WHAT YOU ARE ASKED TO DO - Below is a block of records; repeat each one exactly.

MATERIAL PROVIDED -
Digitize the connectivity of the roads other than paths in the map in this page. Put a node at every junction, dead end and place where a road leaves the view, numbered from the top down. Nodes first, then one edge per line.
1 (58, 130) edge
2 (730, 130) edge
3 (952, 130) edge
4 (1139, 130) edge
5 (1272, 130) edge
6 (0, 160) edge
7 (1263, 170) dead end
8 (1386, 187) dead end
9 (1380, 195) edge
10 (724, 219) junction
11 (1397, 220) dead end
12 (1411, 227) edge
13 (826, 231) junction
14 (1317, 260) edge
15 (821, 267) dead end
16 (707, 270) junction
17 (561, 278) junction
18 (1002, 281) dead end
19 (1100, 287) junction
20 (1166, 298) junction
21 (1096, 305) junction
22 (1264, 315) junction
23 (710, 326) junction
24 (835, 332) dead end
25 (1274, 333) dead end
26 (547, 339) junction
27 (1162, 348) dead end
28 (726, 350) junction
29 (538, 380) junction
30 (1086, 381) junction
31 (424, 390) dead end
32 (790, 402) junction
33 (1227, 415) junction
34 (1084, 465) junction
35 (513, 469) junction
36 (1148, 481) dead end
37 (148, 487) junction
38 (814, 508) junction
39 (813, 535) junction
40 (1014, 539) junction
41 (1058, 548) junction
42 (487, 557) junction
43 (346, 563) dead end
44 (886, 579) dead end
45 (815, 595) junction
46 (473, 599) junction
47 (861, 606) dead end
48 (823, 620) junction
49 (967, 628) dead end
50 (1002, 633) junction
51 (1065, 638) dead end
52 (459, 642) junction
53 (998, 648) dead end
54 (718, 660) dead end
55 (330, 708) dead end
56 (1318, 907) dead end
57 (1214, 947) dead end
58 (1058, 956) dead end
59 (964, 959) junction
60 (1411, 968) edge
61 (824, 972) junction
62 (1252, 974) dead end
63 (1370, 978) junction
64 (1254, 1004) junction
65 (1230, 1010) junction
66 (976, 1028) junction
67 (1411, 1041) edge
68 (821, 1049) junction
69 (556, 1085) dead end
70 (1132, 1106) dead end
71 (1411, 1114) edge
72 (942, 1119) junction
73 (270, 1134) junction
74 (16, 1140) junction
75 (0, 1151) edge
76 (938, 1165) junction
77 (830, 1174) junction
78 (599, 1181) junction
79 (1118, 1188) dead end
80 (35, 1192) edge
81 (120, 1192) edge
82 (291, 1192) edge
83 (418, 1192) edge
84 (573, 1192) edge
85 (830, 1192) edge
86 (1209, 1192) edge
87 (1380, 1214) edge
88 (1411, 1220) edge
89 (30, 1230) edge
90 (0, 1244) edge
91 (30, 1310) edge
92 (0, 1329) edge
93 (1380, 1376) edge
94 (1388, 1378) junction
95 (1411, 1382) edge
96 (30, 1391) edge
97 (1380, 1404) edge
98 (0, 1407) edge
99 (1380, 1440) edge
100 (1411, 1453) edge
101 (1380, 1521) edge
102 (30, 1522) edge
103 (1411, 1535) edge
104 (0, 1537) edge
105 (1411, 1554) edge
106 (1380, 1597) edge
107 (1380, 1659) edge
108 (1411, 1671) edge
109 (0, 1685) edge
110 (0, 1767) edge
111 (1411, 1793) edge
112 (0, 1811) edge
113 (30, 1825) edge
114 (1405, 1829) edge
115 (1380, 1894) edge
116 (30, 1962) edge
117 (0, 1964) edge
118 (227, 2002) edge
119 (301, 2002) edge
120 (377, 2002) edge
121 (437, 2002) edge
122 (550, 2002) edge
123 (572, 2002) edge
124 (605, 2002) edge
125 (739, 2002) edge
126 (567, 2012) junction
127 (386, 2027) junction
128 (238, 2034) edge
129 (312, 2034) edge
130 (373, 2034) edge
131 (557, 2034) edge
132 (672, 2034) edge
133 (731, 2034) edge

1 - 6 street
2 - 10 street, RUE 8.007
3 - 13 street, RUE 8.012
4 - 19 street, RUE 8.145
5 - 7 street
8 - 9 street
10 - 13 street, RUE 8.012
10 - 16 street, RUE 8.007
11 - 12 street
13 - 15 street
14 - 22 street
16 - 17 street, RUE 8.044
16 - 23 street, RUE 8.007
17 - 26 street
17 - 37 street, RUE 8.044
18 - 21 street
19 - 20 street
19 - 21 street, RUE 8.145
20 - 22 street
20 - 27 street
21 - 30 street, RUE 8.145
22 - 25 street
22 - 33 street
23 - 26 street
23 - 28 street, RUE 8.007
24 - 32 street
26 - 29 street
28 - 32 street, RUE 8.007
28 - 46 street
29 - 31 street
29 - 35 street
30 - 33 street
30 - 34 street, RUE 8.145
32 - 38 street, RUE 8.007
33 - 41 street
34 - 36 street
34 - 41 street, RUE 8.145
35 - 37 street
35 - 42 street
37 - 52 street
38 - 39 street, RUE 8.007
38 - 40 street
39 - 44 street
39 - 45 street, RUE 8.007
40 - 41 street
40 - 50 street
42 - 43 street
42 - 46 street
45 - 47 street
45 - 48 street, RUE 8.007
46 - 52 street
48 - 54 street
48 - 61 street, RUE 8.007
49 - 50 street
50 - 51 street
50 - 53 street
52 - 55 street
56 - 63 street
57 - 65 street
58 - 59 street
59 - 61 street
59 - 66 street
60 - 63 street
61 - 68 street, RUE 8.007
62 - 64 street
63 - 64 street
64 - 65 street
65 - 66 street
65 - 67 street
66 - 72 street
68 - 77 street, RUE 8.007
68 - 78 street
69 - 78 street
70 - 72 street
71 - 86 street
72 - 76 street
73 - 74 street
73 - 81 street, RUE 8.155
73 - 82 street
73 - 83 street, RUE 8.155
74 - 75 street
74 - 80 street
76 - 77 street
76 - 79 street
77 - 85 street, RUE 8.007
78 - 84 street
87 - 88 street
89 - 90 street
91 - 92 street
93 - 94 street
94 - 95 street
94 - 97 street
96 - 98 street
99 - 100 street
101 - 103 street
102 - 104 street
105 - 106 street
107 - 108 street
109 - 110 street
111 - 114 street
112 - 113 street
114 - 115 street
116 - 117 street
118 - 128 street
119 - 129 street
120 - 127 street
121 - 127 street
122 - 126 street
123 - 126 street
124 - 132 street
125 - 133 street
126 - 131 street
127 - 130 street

ANSWER FOR THE TASK -
Digitize the connectivity of the roads other than paths in the map in this page. Put a node at every junction, dead end and place where a road leaves the view, numbered from the top down. Nodes first, then one edge per line.
1 (58, 130) edge
2 (730, 130) edge
3 (952, 130) edge
4 (1139, 130) edge
5 (1272, 130) edge
6 (0, 160) edge
7 (1263, 170) dead end
8 (1386, 187) dead end
9 (1380, 195) edge
10 (724, 219) junction
11 (1397, 220) dead end
12 (1411, 227) edge
13 (826, 231) junction
14 (1317, 260) edge
15 (821, 267) dead end
16 (707, 270) junction
17 (561, 278) junction
18 (1002, 281) dead end
19 (1100, 287) junction
20 (1166, 298) junction
21 (1096, 305) junction
22 (1264, 315) junction
23 (710, 326) junction
24 (835, 332) dead end
25 (1274, 333) dead end
26 (547, 339) junction
27 (1162, 348) dead end
28 (726, 350) junction
29 (538, 380) junction
30 (1086, 381) junction
31 (424, 390) dead end
32 (790, 402) junction
33 (1227, 415) junction
34 (1084, 465) junction
35 (513, 469) junction
36 (1148, 481) dead end
37 (148, 487) junction
38 (814, 508) junction
39 (813, 535) junction
40 (1014, 539) junction
41 (1058, 548) junction
42 (487, 557) junction
43 (346, 563) dead end
44 (886, 579) dead end
45 (815, 595) junction
46 (473, 599) junction
47 (861, 606) dead end
48 (823, 620) junction
49 (967, 628) dead end
50 (1002, 633) junction
51 (1065, 638) dead end
52 (459, 642) junction
53 (998, 648) dead end
54 (718, 660) dead end
55 (330, 708) dead end
56 (1318, 907) dead end
57 (1214, 947) dead end
58 (1058, 956) dead end
59 (964, 959) junction
60 (1411, 968) edge
61 (824, 972) junction
62 (1252, 974) dead end
63 (1370, 978) junction
64 (1254, 1004) junction
65 (1230, 1010) junction
66 (976, 1028) junction
67 (1411, 1041) edge
68 (821, 1049) junction
69 (556, 1085) dead end
70 (1132, 1106) dead end
71 (1411, 1114) edge
72 (942, 1119) junction
73 (270, 1134) junction
74 (16, 1140) junction
75 (0, 1151) edge
76 (938, 1165) junction
77 (830, 1174) junction
78 (599, 1181) junction
79 (1118, 1188) dead end
80 (35, 1192) edge
81 (120, 1192) edge
82 (291, 1192) edge
83 (418, 1192) edge
84 (573, 1192) edge
85 (830, 1192) edge
86 (1209, 1192) edge
87 (1380, 1214) edge
88 (1411, 1220) edge
89 (30, 1230) edge
90 (0, 1244) edge
91 (30, 1310) edge
92 (0, 1329) edge
93 (1380, 1376) edge
94 (1388, 1378) junction
95 (1411, 1382) edge
96 (30, 1391) edge
97 (1380, 1404) edge
98 (0, 1407) edge
99 (1380, 1440) edge
100 (1411, 1453) edge
101 (1380, 1521) edge
102 (30, 1522) edge
103 (1411, 1535) edge
104 (0, 1537) edge
105 (1411, 1554) edge
106 (1380, 1597) edge
107 (1380, 1659) edge
108 (1411, 1671) edge
109 (0, 1685) edge
110 (0, 1767) edge
111 (1411, 1793) edge
112 (0, 1811) edge
113 (30, 1825) edge
114 (1405, 1829) edge
115 (1380, 1894) edge
116 (30, 1962) edge
117 (0, 1964) edge
118 (227, 2002) edge
119 (301, 2002) edge
120 (377, 2002) edge
121 (437, 2002) edge
122 (550, 2002) edge
123 (572, 2002) edge
124 (605, 2002) edge
125 (739, 2002) edge
126 (567, 2012) junction
127 (386, 2027) junction
128 (238, 2034) edge
129 (312, 2034) edge
130 (373, 2034) edge
131 (557, 2034) edge
132 (672, 2034) edge
133 (731, 2034) edge

1 - 6 street
2 - 10 street, RUE 8.007
3 - 13 street, RUE 8.012
4 - 19 street, RUE 8.145
5 - 7 street
8 - 9 street
10 - 13 street, RUE 8.012
10 - 16 street, RUE 8.007
11 - 12 street
13 - 15 street
14 - 22 street
16 - 17 street, RUE 8.044
16 - 23 street, RUE 8.007
17 - 26 street
17 - 37 street, RUE 8.044
18 - 21 street
19 - 20 street
19 - 21 street, RUE 8.145
20 - 22 street
20 - 27 street
21 - 30 street, RUE 8.145
22 - 25 street
22 - 33 street
23 - 26 street
23 - 28 street, RUE 8.007
24 - 32 street
26 - 29 street
28 - 32 street, RUE 8.007
28 - 46 street
29 - 31 street
29 - 35 street
30 - 33 street
30 - 34 street, RUE 8.145
32 - 38 street, RUE 8.007
33 - 41 street
34 - 36 street
34 - 41 street, RUE 8.145
35 - 37 street
35 - 42 street
37 - 52 street
38 - 39 street, RUE 8.007
38 - 40 street
39 - 44 street
39 - 45 street, RUE 8.007
40 - 41 street
40 - 50 street
42 - 43 street
42 - 46 street
45 - 47 street
45 - 48 street, RUE 8.007
46 - 52 street
48 - 54 street
48 - 61 street, RUE 8.007
49 - 50 street
50 - 51 street
50 - 53 street
52 - 55 street
56 - 63 street
57 - 65 street
58 - 59 street
59 - 61 street
59 - 66 street
60 - 63 street
61 - 68 street, RUE 8.007
62 - 64 street
63 - 64 street
64 - 65 street
65 - 66 street
65 - 67 street
66 - 72 street
68 - 77 street, RUE 8.007
68 - 78 street
69 - 78 street
70 - 72 street
71 - 86 street
72 - 76 street
73 - 74 street
73 - 81 street, RUE 8.155
73 - 82 street
73 - 83 street, RUE 8.155
74 - 75 street
74 - 80 street
76 - 77 street
76 - 79 street
77 - 85 street, RUE 8.007
78 - 84 street
87 - 88 street
89 - 90 street
91 - 92 street
93 - 94 street
94 - 95 street
94 - 97 street
96 - 98 street
99 - 100 street
101 - 103 street
102 - 104 street
105 - 106 street
107 - 108 street
109 - 110 street
111 - 114 street
112 - 113 street
114 - 115 street
116 - 117 street
118 - 128 street
119 - 129 street
120 - 127 street
121 - 127 street
122 - 126 street
123 - 126 street
124 - 132 street
125 - 133 street
126 - 131 street
127 - 130 street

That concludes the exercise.